I began studying the occult about two years ago, and since then have gone through many permutations in my views of things. When I first started out I was all "meh, RWS," and now, I'm "WOW, the RWS!!" Same goes for the PKT. I used to think it obscure and pompous, and now I find that with a little work, I can glean much information from it. And of course, then there is Waite, against whom I railed even in this thread, but have learned to respect since then. While he could indeed be considered pompous and arrogant, I begin to see the reasoning behind the things he said and did, and from a certain point of view, they even make sense.
Waite set out to design a deck and book for the mass market, and as such there was no possible way for him to reveal everything the deck contained because, as LRichard said, doing so would entail writing an entire Tarot encyclopedia. Whole books could be written about the interchange of Strength and Justice, but that just wasn't what he intended to do, oaths or no oaths. Even saying that doing so would violate his oaths of revealing the attributions of the Trumps is a simplification; it would entail him revealing what correspondences are in the first place, what Kabbalah is, why it is used, why Tarot, why GD... In this day and age when everything is a Google search away, it is easy to explain complicated things in a few words, because everyone has the context. This was not the case then. New Age was in its infancy and Hermetic Kabbalah unknown to all but a few. Seen in the context of its times, and knowing what to look for, the PKT can seem a little
too talkative at times, and even I am surprised by how explicit it can be.
While his remarks could be seen as dismissive, I think he is dismissing the material itself as being too involved for the general reader.

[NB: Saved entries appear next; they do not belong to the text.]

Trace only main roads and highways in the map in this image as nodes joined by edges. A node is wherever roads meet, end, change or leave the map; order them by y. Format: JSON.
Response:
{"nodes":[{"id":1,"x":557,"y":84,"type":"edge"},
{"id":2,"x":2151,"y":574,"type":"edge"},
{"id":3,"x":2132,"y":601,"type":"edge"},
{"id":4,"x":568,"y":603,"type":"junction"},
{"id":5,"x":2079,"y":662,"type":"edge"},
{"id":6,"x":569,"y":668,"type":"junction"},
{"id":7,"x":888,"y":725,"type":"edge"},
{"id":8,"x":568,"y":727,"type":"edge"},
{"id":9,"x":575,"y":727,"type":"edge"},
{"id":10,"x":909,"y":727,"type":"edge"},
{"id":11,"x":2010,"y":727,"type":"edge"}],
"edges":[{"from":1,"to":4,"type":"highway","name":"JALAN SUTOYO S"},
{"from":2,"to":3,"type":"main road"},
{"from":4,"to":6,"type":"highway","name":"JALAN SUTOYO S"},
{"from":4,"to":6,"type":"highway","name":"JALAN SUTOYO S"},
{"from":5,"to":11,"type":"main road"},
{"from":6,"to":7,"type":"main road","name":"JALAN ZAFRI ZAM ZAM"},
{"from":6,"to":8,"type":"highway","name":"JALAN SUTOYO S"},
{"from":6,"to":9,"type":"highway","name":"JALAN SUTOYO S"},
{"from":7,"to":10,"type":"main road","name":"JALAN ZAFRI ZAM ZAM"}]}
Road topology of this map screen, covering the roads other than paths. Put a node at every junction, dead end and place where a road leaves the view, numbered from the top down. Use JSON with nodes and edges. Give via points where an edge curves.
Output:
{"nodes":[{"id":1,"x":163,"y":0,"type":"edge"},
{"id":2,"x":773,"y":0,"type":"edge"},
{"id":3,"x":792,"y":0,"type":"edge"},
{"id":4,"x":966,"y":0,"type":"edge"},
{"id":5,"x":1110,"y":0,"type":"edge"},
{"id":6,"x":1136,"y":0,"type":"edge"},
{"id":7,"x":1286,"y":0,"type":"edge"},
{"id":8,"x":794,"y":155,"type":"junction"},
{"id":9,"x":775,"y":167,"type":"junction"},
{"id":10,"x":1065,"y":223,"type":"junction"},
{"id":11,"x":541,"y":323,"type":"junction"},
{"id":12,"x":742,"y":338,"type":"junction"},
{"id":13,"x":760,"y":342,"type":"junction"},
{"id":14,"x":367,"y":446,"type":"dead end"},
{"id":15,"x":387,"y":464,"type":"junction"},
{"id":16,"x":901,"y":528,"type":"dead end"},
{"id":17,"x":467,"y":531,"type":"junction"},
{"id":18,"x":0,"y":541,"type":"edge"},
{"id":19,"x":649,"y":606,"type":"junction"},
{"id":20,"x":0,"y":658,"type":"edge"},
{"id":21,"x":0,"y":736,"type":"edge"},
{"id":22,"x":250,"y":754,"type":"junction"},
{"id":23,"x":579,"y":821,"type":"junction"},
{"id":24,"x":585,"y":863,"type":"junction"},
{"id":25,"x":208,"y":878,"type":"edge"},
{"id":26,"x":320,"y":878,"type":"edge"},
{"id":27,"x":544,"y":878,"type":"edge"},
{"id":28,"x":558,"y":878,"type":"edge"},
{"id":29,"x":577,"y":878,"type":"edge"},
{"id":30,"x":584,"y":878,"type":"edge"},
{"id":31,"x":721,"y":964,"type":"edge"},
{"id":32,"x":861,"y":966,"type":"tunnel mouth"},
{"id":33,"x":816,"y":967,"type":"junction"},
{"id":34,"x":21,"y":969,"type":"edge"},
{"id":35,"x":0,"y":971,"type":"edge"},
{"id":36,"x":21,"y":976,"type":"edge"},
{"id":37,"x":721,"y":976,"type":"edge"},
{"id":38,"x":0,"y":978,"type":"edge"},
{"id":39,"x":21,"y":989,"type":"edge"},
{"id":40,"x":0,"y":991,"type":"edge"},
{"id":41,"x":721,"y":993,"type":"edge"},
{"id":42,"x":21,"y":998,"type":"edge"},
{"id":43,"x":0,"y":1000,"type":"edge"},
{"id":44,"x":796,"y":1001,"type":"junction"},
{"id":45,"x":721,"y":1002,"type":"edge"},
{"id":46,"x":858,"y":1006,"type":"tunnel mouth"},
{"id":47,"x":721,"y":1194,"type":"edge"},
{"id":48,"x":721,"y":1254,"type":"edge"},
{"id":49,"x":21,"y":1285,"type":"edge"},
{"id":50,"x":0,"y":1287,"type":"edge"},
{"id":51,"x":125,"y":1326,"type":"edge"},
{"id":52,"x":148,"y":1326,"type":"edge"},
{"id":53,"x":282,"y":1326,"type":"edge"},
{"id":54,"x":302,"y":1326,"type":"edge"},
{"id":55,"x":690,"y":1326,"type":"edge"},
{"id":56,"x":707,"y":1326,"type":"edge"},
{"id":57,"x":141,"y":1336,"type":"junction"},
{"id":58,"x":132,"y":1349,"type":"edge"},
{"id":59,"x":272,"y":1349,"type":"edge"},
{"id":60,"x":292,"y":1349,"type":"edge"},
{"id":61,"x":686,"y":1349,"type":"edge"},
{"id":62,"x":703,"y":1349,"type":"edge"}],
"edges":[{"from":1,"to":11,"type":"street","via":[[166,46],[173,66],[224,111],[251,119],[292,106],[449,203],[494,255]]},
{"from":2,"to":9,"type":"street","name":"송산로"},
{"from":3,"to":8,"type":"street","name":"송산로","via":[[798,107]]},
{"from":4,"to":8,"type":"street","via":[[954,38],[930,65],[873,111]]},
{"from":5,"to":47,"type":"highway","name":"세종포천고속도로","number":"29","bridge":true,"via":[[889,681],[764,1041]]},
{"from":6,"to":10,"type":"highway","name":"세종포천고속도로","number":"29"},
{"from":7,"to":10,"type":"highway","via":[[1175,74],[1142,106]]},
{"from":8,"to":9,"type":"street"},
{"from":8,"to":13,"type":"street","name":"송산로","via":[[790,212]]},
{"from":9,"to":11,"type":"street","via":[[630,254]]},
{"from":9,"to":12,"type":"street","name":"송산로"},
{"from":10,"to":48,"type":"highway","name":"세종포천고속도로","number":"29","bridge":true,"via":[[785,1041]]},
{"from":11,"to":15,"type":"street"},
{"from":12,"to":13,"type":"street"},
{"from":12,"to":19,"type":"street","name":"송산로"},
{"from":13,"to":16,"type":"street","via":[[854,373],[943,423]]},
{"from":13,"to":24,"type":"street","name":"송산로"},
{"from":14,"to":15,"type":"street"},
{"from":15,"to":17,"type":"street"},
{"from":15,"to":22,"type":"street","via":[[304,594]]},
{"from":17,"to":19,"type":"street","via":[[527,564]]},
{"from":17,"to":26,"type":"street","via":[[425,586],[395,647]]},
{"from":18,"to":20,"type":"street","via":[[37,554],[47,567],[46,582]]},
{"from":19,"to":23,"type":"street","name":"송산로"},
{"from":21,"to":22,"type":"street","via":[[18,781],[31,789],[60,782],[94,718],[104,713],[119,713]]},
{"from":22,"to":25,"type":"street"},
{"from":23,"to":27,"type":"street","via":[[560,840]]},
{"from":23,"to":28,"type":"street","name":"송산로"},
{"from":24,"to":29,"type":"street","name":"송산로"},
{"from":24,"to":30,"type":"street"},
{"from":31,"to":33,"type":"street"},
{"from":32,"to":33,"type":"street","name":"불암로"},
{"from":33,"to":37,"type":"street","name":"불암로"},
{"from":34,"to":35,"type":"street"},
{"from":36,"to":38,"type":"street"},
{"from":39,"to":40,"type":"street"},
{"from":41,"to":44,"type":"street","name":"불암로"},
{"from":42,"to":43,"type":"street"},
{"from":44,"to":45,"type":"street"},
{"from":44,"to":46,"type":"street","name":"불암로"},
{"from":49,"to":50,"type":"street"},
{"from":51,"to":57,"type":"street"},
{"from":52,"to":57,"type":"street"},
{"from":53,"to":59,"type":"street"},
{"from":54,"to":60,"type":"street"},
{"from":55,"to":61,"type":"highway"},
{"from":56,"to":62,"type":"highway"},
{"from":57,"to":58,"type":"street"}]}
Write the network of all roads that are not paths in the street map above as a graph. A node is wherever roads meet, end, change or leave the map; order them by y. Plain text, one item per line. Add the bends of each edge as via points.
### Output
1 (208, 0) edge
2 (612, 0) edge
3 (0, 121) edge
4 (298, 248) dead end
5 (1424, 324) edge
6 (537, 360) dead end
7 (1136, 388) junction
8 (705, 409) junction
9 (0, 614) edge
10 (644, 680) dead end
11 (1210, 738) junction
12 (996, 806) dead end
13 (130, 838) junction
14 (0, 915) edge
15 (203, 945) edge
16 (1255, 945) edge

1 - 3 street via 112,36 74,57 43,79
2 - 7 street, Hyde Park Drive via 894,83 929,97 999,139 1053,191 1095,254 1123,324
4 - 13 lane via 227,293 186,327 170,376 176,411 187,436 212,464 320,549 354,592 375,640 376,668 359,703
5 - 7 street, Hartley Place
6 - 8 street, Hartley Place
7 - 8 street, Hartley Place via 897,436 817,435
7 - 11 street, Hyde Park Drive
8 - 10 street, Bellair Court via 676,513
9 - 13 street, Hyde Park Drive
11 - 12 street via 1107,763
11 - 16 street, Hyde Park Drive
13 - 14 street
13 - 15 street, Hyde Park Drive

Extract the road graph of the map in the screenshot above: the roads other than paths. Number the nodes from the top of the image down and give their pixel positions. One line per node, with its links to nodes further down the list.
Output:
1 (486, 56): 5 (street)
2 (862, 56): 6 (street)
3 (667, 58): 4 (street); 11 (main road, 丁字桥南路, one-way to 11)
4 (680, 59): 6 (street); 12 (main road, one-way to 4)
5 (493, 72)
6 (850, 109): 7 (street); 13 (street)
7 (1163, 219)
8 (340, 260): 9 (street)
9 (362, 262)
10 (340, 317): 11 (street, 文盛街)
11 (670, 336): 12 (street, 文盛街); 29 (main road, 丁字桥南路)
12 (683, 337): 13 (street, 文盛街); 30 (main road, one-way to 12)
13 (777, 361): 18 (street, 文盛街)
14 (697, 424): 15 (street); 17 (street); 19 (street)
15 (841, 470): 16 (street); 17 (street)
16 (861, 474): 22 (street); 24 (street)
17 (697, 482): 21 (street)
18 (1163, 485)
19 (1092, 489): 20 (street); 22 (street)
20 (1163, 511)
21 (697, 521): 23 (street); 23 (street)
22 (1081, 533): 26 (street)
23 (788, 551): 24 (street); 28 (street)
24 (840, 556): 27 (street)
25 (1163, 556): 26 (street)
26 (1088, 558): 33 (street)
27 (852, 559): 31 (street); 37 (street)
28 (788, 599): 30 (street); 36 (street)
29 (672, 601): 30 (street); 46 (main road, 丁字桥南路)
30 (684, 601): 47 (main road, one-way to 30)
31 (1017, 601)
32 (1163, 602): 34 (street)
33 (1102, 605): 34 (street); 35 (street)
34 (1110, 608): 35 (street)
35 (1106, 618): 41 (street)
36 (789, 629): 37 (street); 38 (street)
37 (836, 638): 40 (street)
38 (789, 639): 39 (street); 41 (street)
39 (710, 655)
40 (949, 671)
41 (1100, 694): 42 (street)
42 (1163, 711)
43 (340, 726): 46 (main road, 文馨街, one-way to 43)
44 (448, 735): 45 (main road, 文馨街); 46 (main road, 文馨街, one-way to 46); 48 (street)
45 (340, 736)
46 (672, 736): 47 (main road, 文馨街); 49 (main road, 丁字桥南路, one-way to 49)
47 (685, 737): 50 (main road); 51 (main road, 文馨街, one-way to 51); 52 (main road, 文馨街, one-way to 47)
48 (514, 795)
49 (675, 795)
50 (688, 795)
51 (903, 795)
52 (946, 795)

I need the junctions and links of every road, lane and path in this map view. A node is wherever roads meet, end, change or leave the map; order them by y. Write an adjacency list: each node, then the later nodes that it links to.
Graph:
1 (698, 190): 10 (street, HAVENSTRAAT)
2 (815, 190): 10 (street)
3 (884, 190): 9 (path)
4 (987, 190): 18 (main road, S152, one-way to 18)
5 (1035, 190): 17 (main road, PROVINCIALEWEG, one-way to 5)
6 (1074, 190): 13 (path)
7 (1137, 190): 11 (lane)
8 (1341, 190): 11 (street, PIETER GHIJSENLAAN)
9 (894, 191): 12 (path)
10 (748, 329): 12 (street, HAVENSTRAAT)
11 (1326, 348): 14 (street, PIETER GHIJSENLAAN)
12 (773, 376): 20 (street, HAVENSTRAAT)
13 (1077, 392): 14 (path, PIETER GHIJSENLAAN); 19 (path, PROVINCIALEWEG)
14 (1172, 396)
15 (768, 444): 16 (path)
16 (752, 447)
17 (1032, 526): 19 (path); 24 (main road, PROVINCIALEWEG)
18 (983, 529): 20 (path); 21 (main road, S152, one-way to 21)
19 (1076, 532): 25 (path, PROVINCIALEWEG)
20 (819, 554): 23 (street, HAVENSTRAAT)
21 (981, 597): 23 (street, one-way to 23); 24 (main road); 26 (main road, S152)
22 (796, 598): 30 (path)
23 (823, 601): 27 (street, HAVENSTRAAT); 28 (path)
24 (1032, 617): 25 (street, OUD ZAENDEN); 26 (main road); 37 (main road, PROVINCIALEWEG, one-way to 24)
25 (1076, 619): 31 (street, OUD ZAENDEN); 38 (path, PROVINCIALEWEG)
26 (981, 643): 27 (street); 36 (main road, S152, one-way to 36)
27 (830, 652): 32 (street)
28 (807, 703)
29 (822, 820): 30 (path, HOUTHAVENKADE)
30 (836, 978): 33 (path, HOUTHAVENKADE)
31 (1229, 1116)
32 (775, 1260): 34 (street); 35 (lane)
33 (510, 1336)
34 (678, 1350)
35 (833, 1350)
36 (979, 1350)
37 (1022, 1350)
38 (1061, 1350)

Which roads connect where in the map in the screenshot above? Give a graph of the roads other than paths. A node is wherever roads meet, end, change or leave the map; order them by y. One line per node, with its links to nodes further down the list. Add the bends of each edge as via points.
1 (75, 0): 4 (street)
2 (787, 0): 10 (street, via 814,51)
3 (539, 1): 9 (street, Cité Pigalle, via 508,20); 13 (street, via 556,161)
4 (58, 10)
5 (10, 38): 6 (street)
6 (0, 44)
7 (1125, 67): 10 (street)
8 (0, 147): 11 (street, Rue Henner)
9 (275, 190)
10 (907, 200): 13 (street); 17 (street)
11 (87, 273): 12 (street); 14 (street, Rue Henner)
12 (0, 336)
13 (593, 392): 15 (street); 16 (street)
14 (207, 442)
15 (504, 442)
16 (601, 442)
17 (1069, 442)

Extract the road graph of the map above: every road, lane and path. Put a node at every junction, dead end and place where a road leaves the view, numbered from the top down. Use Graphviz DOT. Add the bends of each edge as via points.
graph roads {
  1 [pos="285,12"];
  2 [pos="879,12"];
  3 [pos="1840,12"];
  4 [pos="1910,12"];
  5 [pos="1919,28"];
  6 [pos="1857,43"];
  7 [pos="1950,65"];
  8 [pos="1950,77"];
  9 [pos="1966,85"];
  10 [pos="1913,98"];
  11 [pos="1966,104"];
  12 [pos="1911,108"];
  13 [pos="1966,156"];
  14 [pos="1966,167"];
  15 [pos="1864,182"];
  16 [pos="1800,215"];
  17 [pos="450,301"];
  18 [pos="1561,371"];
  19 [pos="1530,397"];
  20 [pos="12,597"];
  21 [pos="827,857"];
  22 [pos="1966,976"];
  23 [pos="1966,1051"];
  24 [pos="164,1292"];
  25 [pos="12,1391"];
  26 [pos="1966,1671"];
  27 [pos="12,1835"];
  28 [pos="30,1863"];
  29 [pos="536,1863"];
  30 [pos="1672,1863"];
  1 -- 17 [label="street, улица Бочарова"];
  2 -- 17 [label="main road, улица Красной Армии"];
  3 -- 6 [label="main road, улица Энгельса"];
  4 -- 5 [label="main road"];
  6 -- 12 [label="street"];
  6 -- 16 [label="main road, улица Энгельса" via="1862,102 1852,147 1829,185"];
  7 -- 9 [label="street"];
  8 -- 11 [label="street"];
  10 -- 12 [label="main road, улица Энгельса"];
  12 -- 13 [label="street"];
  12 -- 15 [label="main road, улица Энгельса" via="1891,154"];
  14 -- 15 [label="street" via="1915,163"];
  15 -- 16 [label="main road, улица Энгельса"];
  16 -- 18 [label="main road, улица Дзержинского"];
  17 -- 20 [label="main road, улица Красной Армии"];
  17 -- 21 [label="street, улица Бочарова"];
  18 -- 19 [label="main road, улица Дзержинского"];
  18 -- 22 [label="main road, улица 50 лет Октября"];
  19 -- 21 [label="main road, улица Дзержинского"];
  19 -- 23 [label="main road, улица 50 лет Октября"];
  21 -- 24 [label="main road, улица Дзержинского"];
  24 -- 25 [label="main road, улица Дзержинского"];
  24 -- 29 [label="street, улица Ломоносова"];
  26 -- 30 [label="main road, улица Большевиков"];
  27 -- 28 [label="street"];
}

To even
begin to explain it would entail writing perhaps hundreds of pages on the rudiments of astrology and Kabbalah which, again, oaths or no oaths, simply weren't in the scope of his intent. Can Waite be blamed for thinking both big, in creating the first visual esoteric deck, and
too small at the same time? I don't think that's fair at all.
I have never been a "joiner", but that in no way makes my search any less valid than those who have the time, money, and connections to devote to it.
Unfortunately, it does, and I say this as a non-member of anything myself. I once complained about the obscurity of a book about the Thoth, and was soundly taken to task by a member here. You and I, we simply aren't the target audience for such things, and while this means that we have far more flexibility on one hand, it also means that in certain things we will always be looking over the fence at a party we weren't invited to. Waite's main concern was his own order, and did not, perhaps, have the scope of thought to imagine laymen being interested in the occult (a pompous Victorian gentleman, of course).
Also, though the question was likely sarcasm, i don't have all the answers, but if i did, I'd damn sure share them -in plain English - with those who want to know.
Like ravenest said, there are certain things that cannot, and should not, be spoonfed. If anyone were to ask
me about the interchange I could tell them in a few words, and they would have gained little by it. However, I would most likely tell them to construct their own reasons for it
experientially, by reading any number of books and meditating on the Tree of Life, as I did, and do, and heaven knows I'm a beginning student in everything here, and am not talking out of pomposity.
It is like the Emperor/Star interchange in the Thoth. I have read
so much about it, texts that do purport to explain it in plain English. I still don't understand it
at all and will probably have to resign myself to that. But still, even simple explanations aren't always that simple, if one does not have the tools with which to understand them. Much of the Book of Thoth is incomprehensible in anything but a shallow understanding, unless one belongs to certain organizations or has spent several years practicing Ceremonial and Sex Magick.
The PKT's purpose is limited, perhaps the first
Tarot for Dummies but one can't find fault with its own inherent purpose, especially as all the answers are in Waite's other writings, just not easily and cheaply paraphrased in one easy-to-read booklet. He
did explain things in plain English, just not in the PKT. I must admit to not having read his books, not being the focus of my study, but even a cursory look at the Wikipedia entry about him shows that his other books do, indeed, treat with subjects the PKT doesn't: "A number of his volumes remain in print, including The Book of Ceremonial Magic (1911), The Holy Kabbalah (1929), A New Encyclopedia of Freemasonry (1921), and his edited translation of Eliphas Levi's 1896 Transcendental Magic, its Doctrine and Ritual (1910)." He was under no obligation to include it
all in one volume, even Crowley didn't do that.
Personally I suspect that the problem lies not with him, but with us. The PKT has become the go-to book for all things Tarot, being included in almost every deck and even when it isn't, most texts with divinatory meanings are based on it
anyway, and so fault is found with it when it fails to live up to that role. However, it was probably never meant to be the sole text upon which modern Tarot divination is based on. It's just one book.